So war es dann auch. Um 8 Uhr standen die Schüler des achten Jahrgangs am Eingang des Schulgeländes und warteten auf zwei gelbe Reisebusse, die kommen sollte. Vier Lehrer würden uns auf dieser Fahrt betreuen. Mr. Nolan, Mrs. Johnson, Mr. Henry und Mrs. Buglesmith.
Ich war erleichtert gewesen als ich das gehört hatte, denn aus einem undefinierbaren Grund traute ich Mr. Nolan immer noch nicht über den Weg und hatte mich ein klein wenig gefürchtet mit ihm allein auf Klassenfahrt zu fahren.
Die meisten Schüler waren bereits da und einige wurden gerade von ihren Eltern abgesetzt. Einige Schüler saßen auf ihren Koffern, andere hielten ihre so stark umklammert, als müssten sie befürchten, dass jemand ihnen ihr Gepäck klauen wollte, andere wiederrum hatten ihre Koffer einfach irgendwo rumstehen.
Mom bog um die Ecke und hielt an der Straße. Sie drückte mir einen Kuss auf die Wange. „Hab Spaß und pass auf dich auf.“, sagte sie und lächelte aufmunternd.
„Mach ich, bis in drei Tagen, Mom.“ Und damit öffnete ich die Autotür, kletterte aus dem Auto, holte meinen Koffer aus dem Kofferraum (meinen Rucksack hatte ich bereits auf dem Rücken) und wanderte Richtung Schüler.
Nun meldete sich doch ein aufgeregtes Kribbeln. Hoffentlich waren meine Klassenkameraden schon da. Drei Tage ohne Mom, ohne meine Geschwister, ohne die Pferde, ohne Montana, ohne die Farm. Puh, ich hoffte, dass ich es aushalten würde. Ein kleiner Kloß bildete sich in meinem Hals. Bisher hatte ich nur ein paar Mal bei Rachel übernachtet. So ganz ohne Familie, nur mit fremden Lehrern und fremden Schülern…
In diesem Moment legte jemand urplötzlich seine Hände auf meine Schultern. Ich fuhr zusammen und als ich mich umdrehte, blickte ich in das strahlende, fröhliche Gesicht von Noah. Sofort verging meine Sorge und der Kloß löste sich auf.
„Hey Noah.“ Er grinste breit. „Na, aufgeregt?“
„Ein bisschen.“, gab ich zu. Lächelnd legte er mir seinen Arm auf die Schulter und mir wurde gleich wärmer. „Keine Sorge, es sind nur drei Tage und die verbringst du mit uns.“, beruhigte er mich. „Sind Rachel, Kane, Laura und Noemi schon da?“, fragte ich und verdrängte alle negativen oder besorgten Gedanken. Noah nickte. „Ich habe sie bereits gesehen. Dort.“ Mit seinem Zeigefinger deutete er in die Menge und da entdeckte ich Noemi, die sich laut lachend mit Laura und Kane unterhielt.
Schnell nahm ich meinen Koffer und folgte Noah durch die Menge, bis wir unsere drei anderen Freunde erreicht hatten. „Hey.“, sagte ich lächelnd in die Runde und wurde sogleich von Kane, Laura und Noemi gleichzeitig umarmt, sodass ich fast nach hinten fiel. Jetzt waren meine sorgenvollen Gedanken endgültig verschwunden und lachend erwiderte ich die herzlichen Umarmungen. „Aufgeregt oder fröhlich?“, fragte ich in die Runde. „Fröhlich!“, kam es von Kane.
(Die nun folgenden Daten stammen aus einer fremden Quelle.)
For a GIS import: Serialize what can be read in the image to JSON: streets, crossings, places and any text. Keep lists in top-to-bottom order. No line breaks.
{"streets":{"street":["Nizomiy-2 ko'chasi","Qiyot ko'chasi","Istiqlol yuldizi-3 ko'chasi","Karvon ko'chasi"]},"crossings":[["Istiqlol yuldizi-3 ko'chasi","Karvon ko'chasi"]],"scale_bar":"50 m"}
„Beides!“, riefen Laura und Noemi und klammerten sich aneinander. Ich lachte glücklich. „Wir werden einen Riesenspaß haben.“, war ich mir sicher. „Wir werden angeln, reiten, Kanu fahren, die Wildnis erforschen.“
Noemi unterbrach mich. „Ich hoffe, dass wir aber auch Zeit finden für Kartenspiele oder eine gemeinsame Runde mit Snacks und Drinks.“
„Mr. Nolan hat doch gesagt, dass Snacks verboten sind.“, erinnerte ich sie mit einem enttäuschten Lächeln.
Noemi grinste frech. „Ich weiß, aber…“ Mit einem verschwörerischen Grinsen kramte sie aus ihrem Rucksack eine Packung Sour-Patch-Kids, eine Tüte Jelly-Beans und „Goldfish“-Crackers aus ihrem Rucksack.
Kane lachte und sagte vergnügt: „Du konntest es nicht lassen, wie?“
Noemi wurde ein wenig rot und verteidigte sich. „Drei Tage ohne Süßigkeiten? Lieber sterbe ich.“
„Bist du sicher?“, erwiderte Noah und zog seine rechte Augenbraue so hoch, dass sein fragendes Gesicht zu komisch aussah und wir alle lachen mussten.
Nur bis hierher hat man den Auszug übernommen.